TortelliniA BOLOGNA CON IL PRIMO MINISTRO FIGURE DI SECONDO PIANO O CAPI PARTITI IN DISARMO: LA FOTO ECCITA SOLO LA STAMPA ITALIANA.

Se n’è vergognato, l’ha buttata sullo scherzo, ma la battuta giusta l’ha trovata addirittura Gianni Cuperlo (il che, peraltro, è pure una notizia): “Quello che non ho è una camicia bianca”, ha scritto su Facebook citando De André. La nuova sinistra a modino – talmente conservatrice in economia che non ha più nemmeno timore della parola “compagni”, avendo appurato che non significa nulla – è però solo un abbaglio italiano. Forse è colpa del candore del popeline delle cinque camicie sotto le quali, però, non c’è niente: all’estero, come si diceva una volta, giusto qualche citazione in Francia e Spagna, il resto della stampa mondiale non ha voluto nemmeno prendere atto che la nuova mise dell’euro-centro-sinistra è una roba a metà tra la divisa da cameriere (e magari è per evitare equivoci che il premier s’è tenuto lontano da quegli snob di Cernobbio) e quella da aperitivo per avvocati di medio reddito. A parte Matteo Renzi, infatti, che sta a palazzo Chigi e ha pure vinto le Europee, gli altri sono mezze figure o leader a perdere di partiti in disarmo, altro che la “sinistra ganadora” di cui parla Pedro Sànchez (che è bello, sì, più della Merkel, questo s’è capito). Un breve riassunto di chi sono questi nuovi “leader” europei forse aiuterà a chiarire l’equivoco.

 ACHIM POST. Classe 1959, sposato, due figli. Entra nella Spd, i socialdemocratici tedeschi, negli anni 70 attratto da Willy Brandt e da allora ha collezionato una placida carriera da portaborse e funzionario di partito. Alle spalle una discreta storia di insuccessi elettorali, è uno dei vicecapigruppo Spd al Bundestag e segretario del Partito socialista europeo. Nota bene: di quella astrazione inesistente in natura che è il Pse, Post non è il leader politico – che semmai è il presidente, il bulgaro Sergei Stanischev – ma il responsabile organizzativo. Insomma, oltre all’assenza dei laburisti inglesi, la presenza tedesca era di basso livello.

 DIEDERIK SAMSOM. È l’olandese, quello pelato se è permessa la semplificazione (a suo tempo lui ha dichiarato che rimpiange assai i suoi “molti riccioli” dantan). Samsom, classe 1971, sposato (ha ammesso “uno o forse due” tradimenti) e padre di due figli, oggi è sia capogruppo che segretario del partito laburista del suo paese: il PvdA. Con Renzi ha in comune l’amore per le campagne elettorali all’americana (sfortunate, le sue) e l’aver vinto un quiz in tv (uno più difficile della Ruota della Fortuna, però, grazie anche a Q.I. da 136). I laburisti d’Olanda, però, non riconquisteranno il governo, né cambieranno l’Europa: sono un partito in disarmo che alle Europee ha preso il 9%.
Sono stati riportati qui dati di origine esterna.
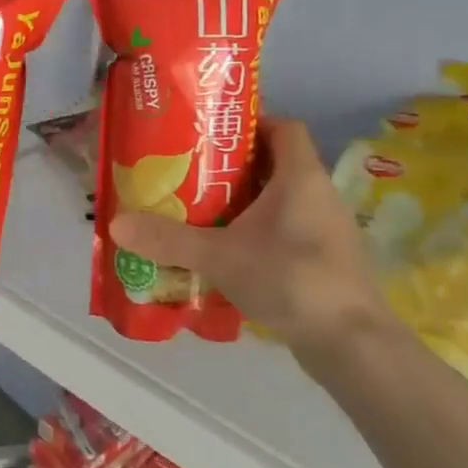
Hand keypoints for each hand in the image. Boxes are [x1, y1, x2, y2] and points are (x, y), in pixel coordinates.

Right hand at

MANUEL VALLS. Ha 52 anni, francese da trentadue (suo padre era un pittore catalano, ha la cittadinanza dal 1982), ammiratore di Michel Rocard, socialista parecchio pendente al centro, e ne ha seguito le orme: non è un caso che il pencolante François Hollande ne abbia fatto il suo Primo ministro dopo la disfatta alle amministrative di marzo e il successo del Front National di Marine Le Pen. Valls ha fama di sceriffo, un socialista talmente stinto che il rosa pallido del Psf può ben essere una camicia bianca nel suo caso: a fine agosto s’è perso per strada il ministro dell’Economia, Arnaud Montebourg, dimessosi in polemica con la politica di rigore tedesco nei conti pubblici che il governo Valls ha accettato senza apprezzabili smarcamenti. È con quest’uomo che Renzi farà cambiare verso all’Europa: il tracollo dei socialisti francesi risolverà l’equivoco in ogni caso.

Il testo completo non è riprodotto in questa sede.